Provide the number of lines in the material containing the word "Cele", with nothing added.

* _RECORDS FOR THIS EXERCISE_:
———

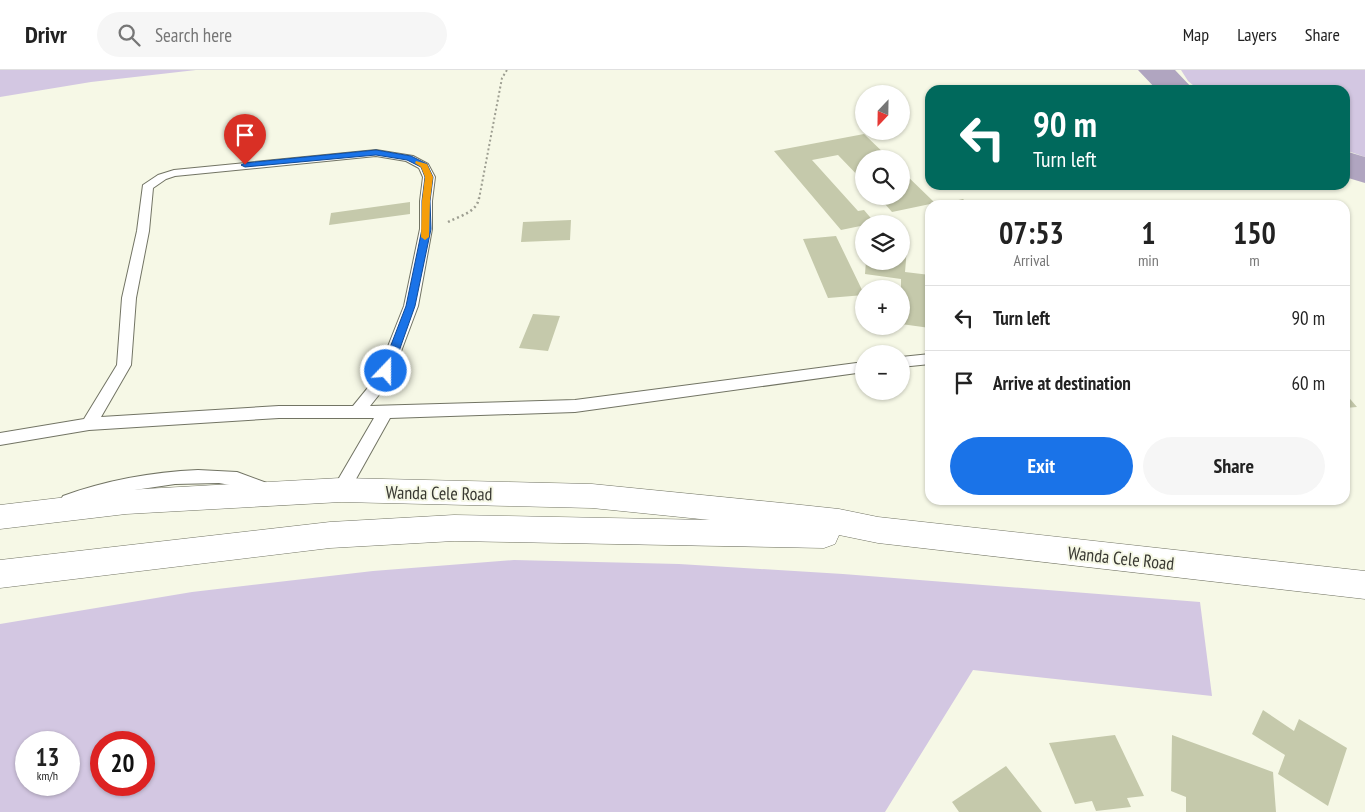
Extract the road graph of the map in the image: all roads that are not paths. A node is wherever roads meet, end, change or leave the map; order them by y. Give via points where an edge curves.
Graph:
1 (925, 360) edge
2 (910, 361) edge
3 (855, 367) edge
4 (357, 412) junction
5 (385, 412) junction
6 (89, 424) junction
7 (0, 439) edge
8 (341, 490) junction
9 (0, 517) edge
10 (878, 530) junction
11 (0, 574) edge
12 (1365, 585) edge

1 - 2 lane
3 - 5 lane via 575,406
4 - 5 lane
4 - 6 lane via 279,412
4 - 6 lane via 382,382 392,360 411,306 426,229 429,177 424,166 394,154 229,166 174,173 157,179 147,188 145,197 143,231 128,298 124,365
5 - 8 lane
6 - 7 lane
8 - 9 street, Wanda Cele Road via 126,502
8 - 10 street, Wanda Cele Road via 592,496 792,516
10 - 11 street, Wanda Cele Road via 799,535 454,528 330,535
10 - 12 street, Wanda Cele Road

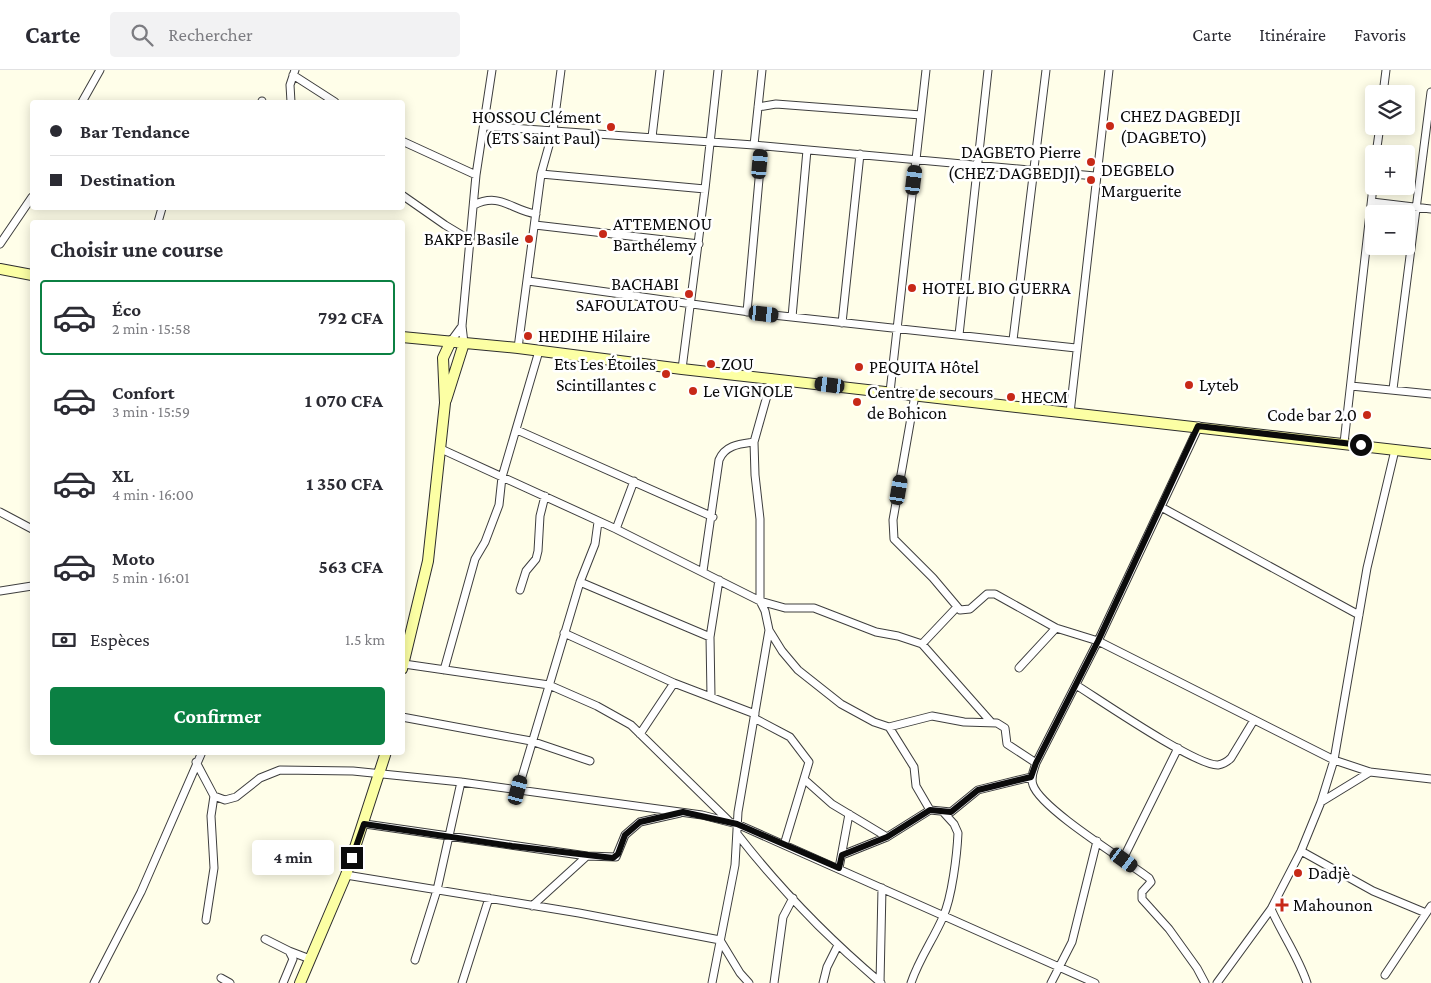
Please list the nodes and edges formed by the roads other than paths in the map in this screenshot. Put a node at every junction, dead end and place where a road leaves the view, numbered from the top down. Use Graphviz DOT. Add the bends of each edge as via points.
graph roads {
  1 [pos="100,70"];
  2 [pos="492,70"];
  3 [pos="561,70"];
  4 [pos="660,70"];
  5 [pos="718,70"];
  6 [pos="762,70"];
  7 [pos="919,70"];
  8 [pos="926,70"];
  9 [pos="988,70"];
  10 [pos="1046,70"];
  11 [pos="1109,70"];
  12 [pos="1386,70"];
  13 [pos="294,73"];
  14 [pos="1384,85"];
  15 [pos="1431,92"];
  16 [pos="83,100"];
  17 [pos="291,100"];
  18 [pos="332,100"];
  19 [pos="758,108"];
  20 [pos="921,115"];
  21 [pos="484,126"];
  22 [pos="553,131"];
  23 [pos="652,137"];
  24 [pos="405,142"];
  25 [pos="711,142"];
  26 [pos="758,145"];
  27 [pos="807,150"];
  28 [pos="860,154"];
  29 [pos="917,158"];
  30 [pos="978,164"];
  31 [pos="1034,171"];
  32 [pos="541,174"];
  33 [pos="476,175"];
  34 [pos="1095,176"];
  35 [pos="706,189"];
  36 [pos="1373,195"];
  37 [pos="405,197"];
  38 [pos="30,199"];
  39 [pos="1372,202"];
  40 [pos="474,205"];
  41 [pos="1416,206"];
  42 [pos="1431,208"];
  43 [pos="536,214"];
  44 [pos="535,225"];
  45 [pos="470,240"];
  46 [pos="0,244"];
  47 [pos="699,244"];
  48 [pos="0,268"];
  49 [pos="30,275"];
  50 [pos="528,281"];
  51 [pos="691,304"];
  52 [pos="747,312"];
  53 [pos="792,317"];
  54 [pos="842,323"];
  55 [pos="462,326"];
  56 [pos="897,330"];
  57 [pos="959,335"];
  58 [pos="405,336"];
  59 [pos="1013,340"];
  60 [pos="451,341"];
  61 [pos="464,343"];
  62 [pos="518,348"];
  63 [pos="1076,348"];
  64 [pos="539,351"];
  65 [pos="682,369"];
  66 [pos="772,378"];
  67 [pos="1352,386"];
  68 [pos="1394,389"];
  69 [pos="890,392"];
  70 [pos="1431,394"];
  71 [pos="915,395"];
  72 [pos="445,403"];
  73 [pos="1070,413"];
  74 [pos="1198,426"];
  75 [pos="517,430"];
  76 [pos="754,442"];
  77 [pos="1344,443"];
  78 [pos="441,449"];
  79 [pos="1395,450"];
  80 [pos="1431,454"];
  81 [pos="502,477"];
  82 [pos="634,480"];
  83 [pos="545,496"];
  84 [pos="1161,507"];
  85 [pos="0,512"];
  86 [pos="713,517"];
  87 [pos="598,522"];
  88 [pos="30,528"];
  89 [pos="616,529"];
  90 [pos="703,571"];
  91 [pos="720,580"];
  92 [pos="580,582"];
  93 [pos="30,586"];
  94 [pos="520,590"];
  95 [pos="0,591"];
  96 [pos="760,601"];
  97 [pos="957,607"];
  98 [pos="1359,615"];
  99 [pos="1056,628"];
  100 [pos="769,630"];
  101 [pos="564,633"];
  102 [pos="710,638"];
  103 [pos="1098,641"];
  104 [pos="922,644"];
  105 [pos="405,658"];
  106 [pos="405,666"];
  107 [pos="1019,668"];
  108 [pos="444,670"];
  109 [pos="674,683"];
  110 [pos="549,684"];
  111 [pos="1076,685"];
  112 [pos="711,696"];
  113 [pos="755,716"];
  114 [pos="405,718"];
  115 [pos="1254,720"];
  116 [pos="991,722"];
  117 [pos="889,727"];
  118 [pos="640,734"];
  119 [pos="531,742"];
  120 [pos="1178,748"];
  121 [pos="197,755"];
  122 [pos="200,755"];
  123 [pos="385,755"];
  124 [pos="1334,760"];
  125 [pos="590,761"];
  126 [pos="1036,763"];
  127 [pos="196,764"];
  128 [pos="381,772"];
  129 [pos="1370,772"];
  130 [pos="1031,777"];
  131 [pos="1431,779"];
  132 [pos="805,780"];
  133 [pos="461,782"];
  134 [pos="518,790"];
  135 [pos="214,796"];
  136 [pos="1321,802"];
  137 [pos="930,810"];
  138 [pos="683,812"];
  139 [pos="944,813"];
  140 [pos="848,814"];
  141 [pos="734,823"];
  142 [pos="364,824"];
  143 [pos="738,835"];
  144 [pos="449,837"];
  145 [pos="887,837"];
  146 [pos="1097,841"];
  147 [pos="784,845"];
  148 [pos="1301,851"];
  149 [pos="842,855"];
  150 [pos="586,856"];
  151 [pos="1124,860"];
  152 [pos="839,868"];
  153 [pos="346,875"];
  154 [pos="882,888"];
  155 [pos="437,890"];
  156 [pos="489,898"];
  157 [pos="793,898"];
  158 [pos="532,906"];
  159 [pos="1431,906"];
  160 [pos="1271,909"];
  161 [pos="1426,913"];
  162 [pos="944,916"];
  163 [pos="206,920"];
  164 [pos="266,939"];
  165 [pos="720,940"];
  166 [pos="838,945"];
  167 [pos="290,951"];
  168 [pos="310,959"];
  169 [pos="415,960"];
  170 [pos="1059,968"];
  171 [pos="1385,976"];
  172 [pos="221,978"];
  173 [pos="713,979"];
  174 [pos="94,983"];
  175 [pos="230,983"];
  176 [pos="283,983"];
  177 [pos="300,983"];
  178 [pos="462,983"];
  179 [pos="708,983"];
  180 [pos="748,983"];
  181 [pos="774,983"];
  182 [pos="823,983"];
  183 [pos="880,983"];
  184 [pos="911,983"];
  185 [pos="1051,983"];
  186 [pos="1095,983"];
  187 [pos="1205,983"];
  188 [pos="1217,983"];
  189 [pos="1306,983"];
  1 -- 16 [label="street"];
  2 -- 21 [label="street"];
  3 -- 22 [label="street"];
  4 -- 23 [label="street"];
  5 -- 25 [label="street"];
  6 -- 19 [label="street"];
  7 -- 8 [label="street"];
  8 -- 20 [label="street"];
  9 -- 30 [label="street"];
  10 -- 31 [label="street"];
  11 -- 34 [label="street"];
  12 -- 14 [label="street"];
  13 -- 17 [label="street"];
  13 -- 18 [label="street"];
  15 -- 41 [label="street"];
  19 -- 20 [label="street" via="776,104"];
  19 -- 26 [label="street"];
  20 -- 29 [label="street"];
  21 -- 22 [label="street"];
  21 -- 33 [label="street"];
  22 -- 23 [label="street"];
  22 -- 32 [label="street"];
  23 -- 25 [label="street"];
  24 -- 33 [label="street"];
  25 -- 26 [label="street"];
  25 -- 35 [label="street"];
  26 -- 27 [label="street"];
  26 -- 52 [label="street"];
  27 -- 28 [label="street"];
  27 -- 53 [label="street"];
  28 -- 29 [label="street"];
  28 -- 54 [label="street"];
  29 -- 30 [label="street"];
  29 -- 56 [label="street"];
  30 -- 31 [label="street"];
  30 -- 57 [label="street"];
  31 -- 34 [label="street"];
  31 -- 59 [label="street"];
  32 -- 35 [label="street"];
  32 -- 43 [label="street"];
  33 -- 40 [label="street"];
  34 -- 63 [label="street"];
  35 -- 47 [label="street"];
  36 -- 39 [label="street"];
  37 -- 45 [label="street"];
  38 -- 46 [label="street"];
  39 -- 41 [label="street"];
  39 -- 67 [label="street"];
  40 -- 43 [label="street" via="493,199 519,211"];
  40 -- 45 [label="street"];
  41 -- 42 [label="street"];
  41 -- 68 [label="street"];
  43 -- 44 [label="street"];
  44 -- 47 [label="street"];
  44 -- 50 [label="street"];
  45 -- 55 [label="street"];
  47 -- 51 [label="street"];
  48 -- 49 [label="street"];
  50 -- 51 [label="street"];
  50 -- 62 [label="street"];
  51 -- 52 [label="street"];
  51 -- 65 [label="street"];
  52 -- 53 [label="street"];
  53 -- 54 [label="street"];
  54 -- 56 [label="street"];
  55 -- 60 [label="street"];
  55 -- 61 [label="street"];
  56 -- 57 [label="street"];
  56 -- 69 [label="street"];
  57 -- 59 [label="street"];
  58 -- 60 [label="street"];
  59 -- 63 [label="street"];
  60 -- 61 [label="street"];
  60 -- 72 [label="street" via="443,364"];
  61 -- 62 [label="street"];
  61 -- 72 [label="street"];
  62 -- 64 [label="street"];
  63 -- 73 [label="street"];
  64 -- 65 [label="street"];
  64 -- 75 [label="street"];
  65 -- 66 [label="street"];
  66 -- 69 [label="street"];
  66 -- 76 [label="street"];
  67 -- 68 [label="street"];
  67 -- 77 [label="street"];
  68 -- 70 [label="street"];
  69 -- 71 [label="street"];
  71 -- 73 [label="street"];
  71 -- 97 [label="street" via="892,530 898,544"];
  72 -- 78 [label="street"];
  73 -- 74 [label="street"];
  74 -- 77 [label="street"];
  74 -- 84 [label="street"];
  75 -- 81 [label="street"];
  75 -- 82 [label="street"];
  76 -- 86 [label="street" via="733,445 721,454"];
  76 -- 96 [label="street" via="760,519"];
  77 -- 79 [label="street"];
  78 -- 81 [label="street"];
  78 -- 105 [label="street" via="428,561"];
  79 -- 80 [label="street"];
  79 -- 98 [label="street"];
  81 -- 83 [label="street"];
  81 -- 108 [label="street" via="499,505 475,560"];
  82 -- 86 [label="street"];
  82 -- 89 [label="street"];
  83 -- 87 [label="street"];
  83 -- 94 [label="street" via="536,559 526,570"];
  84 -- 98 [label="street"];
  84 -- 103 [label="street"];
  85 -- 88 [label="street"];
  86 -- 90 [label="street"];
  87 -- 89 [label="street"];
  87 -- 92 [label="street" via="595,544"];
  89 -- 90 [label="street"];
  90 -- 91 [label="street"];
  91 -- 96 [label="street"];
  91 -- 102 [label="street"];
  92 -- 101 [label="street"];
  92 -- 102 [label="street"];
  93 -- 95 [label="street"];
  96 -- 100 [label="street"];
  96 -- 104 [label="street" via="785,608 814,608 876,632"];
  97 -- 99 [label="street" via="970,609 987,594 995,594"];
  97 -- 104 [label="street"];
  98 -- 124 [label="street"];
  99 -- 103 [label="street"];
  99 -- 107 [label="street"];
  100 -- 113 [label="street"];
  100 -- 117 [label="street" via="798,670 819,688 840,704"];
  101 -- 109 [label="street"];
  101 -- 110 [label="street"];
  102 -- 112 [label="street"];
  103 -- 111 [label="street"];
  103 -- 115 [label="street"];
  104 -- 116 [label="street"];
  106 -- 108 [label="street"];
  108 -- 110 [label="street"];
  109 -- 112 [label="street"];
  109 -- 118 [label="street"];
  110 -- 118 [label="street" via="616,715"];
  110 -- 119 [label="street"];
  111 -- 120 [label="street"];
  111 -- 126 [label="street"];
  112 -- 113 [label="street"];
  113 -- 132 [label="street" via="786,734 804,752 809,762"];
  113 -- 141 [label="street"];
  114 -- 119 [label="street"];
  115 -- 120 [label="street" via="1227,762 1218,765 1208,763"];
  115 -- 124 [label="street"];
  116 -- 117 [label="street" via="964,722 932,716"];
  116 -- 126 [label="street" via="1003,726 1007,744"];
  117 -- 137 [label="street" via="914,766 916,786"];
  118 -- 141 [label="street"];
  119 -- 125 [label="street"];
  119 -- 134 [label="street"];
  120 -- 151 [label="street"];
  121 -- 127 [label="street"];
  122 -- 127 [label="street"];
  123 -- 128 [label="street"];
  124 -- 129 [label="street"];
  124 -- 136 [label="street"];
  126 -- 130 [label="street"];
  127 -- 135 [label="street"];
  127 -- 174 [label="street" via="141,892"];
  128 -- 133 [label="street"];
  128 -- 135 [label="street" via="280,770 260,778 236,797 225,800"];
  128 -- 142 [label="street"];
  129 -- 131 [label="street"];
  129 -- 136 [label="street"];
  130 -- 139 [label="street" via="978,790 955,810"];
  130 -- 146 [label="street" via="1036,792 1053,811"];
  132 -- 140 [label="street"];
  132 -- 147 [label="street"];
  133 -- 134 [label="street"];
  133 -- 144 [label="street"];
  134 -- 138 [label="street"];
  135 -- 163 [label="street" via="210,816 214,868"];
  136 -- 148 [label="street"];
  137 -- 139 [label="street"];
  137 -- 145 [label="street"];
  138 -- 141 [label="street"];
  138 -- 150 [label="street" via="640,822 625,835 616,857"];
  139 -- 162 [label="street" via="958,833"];
  140 -- 145 [label="street"];
  140 -- 149 [label="street"];
  141 -- 143 [label="street"];
  141 -- 147 [label="street"];
  142 -- 144 [label="street"];
  142 -- 153 [label="street"];
  143 -- 157 [label="street"];
  143 -- 165 [label="street"];
  144 -- 150 [label="street"];
  144 -- 155 [label="street"];
  145 -- 149 [label="street"];
  146 -- 151 [label="street"];
  146 -- 170 [label="street" via="1076,928"];
  147 -- 152 [label="street"];
  148 -- 160 [label="street"];
  148 -- 161 [label="street" via="1373,891"];
  149 -- 152 [label="street"];
  150 -- 158 [label="street"];
  151 -- 187 [label="street" via="1151,880 1142,892 1142,899 1169,929"];
  152 -- 154 [label="street"];
  153 -- 155 [label="street"];
  153 -- 168 [label="street"];
  154 -- 162 [label="street"];
  154 -- 183 [label="street"];
  155 -- 156 [label="street"];
  155 -- 169 [label="street"];
  156 -- 158 [label="street"];
  156 -- 178 [label="street"];
  157 -- 166 [label="street"];
  157 -- 181 [label="street" via="783,917"];
  158 -- 165 [label="street"];
  159 -- 161 [label="street"];
  160 -- 188 [label="street"];
  160 -- 189 [label="street" via="1300,962"];
  161 -- 171 [label="street"];
  162 -- 170 [label="street"];
  162 -- 184 [label="street" via="928,942"];
  164 -- 167 [label="street"];
  165 -- 173 [label="street"];
  165 -- 180 [label="street"];
  166 -- 182 [label="street"];
  166 -- 183 [label="street"];
  167 -- 168 [label="street"];
  167 -- 176 [label="street" via="292,959"];
  168 -- 177 [label="street"];
  170 -- 185 [label="street"];
  170 -- 186 [label="street"];
  172 -- 175 [label="street"];
  173 -- 179 [label="street"];
}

———

* _REPLY TO THE TASK_: 4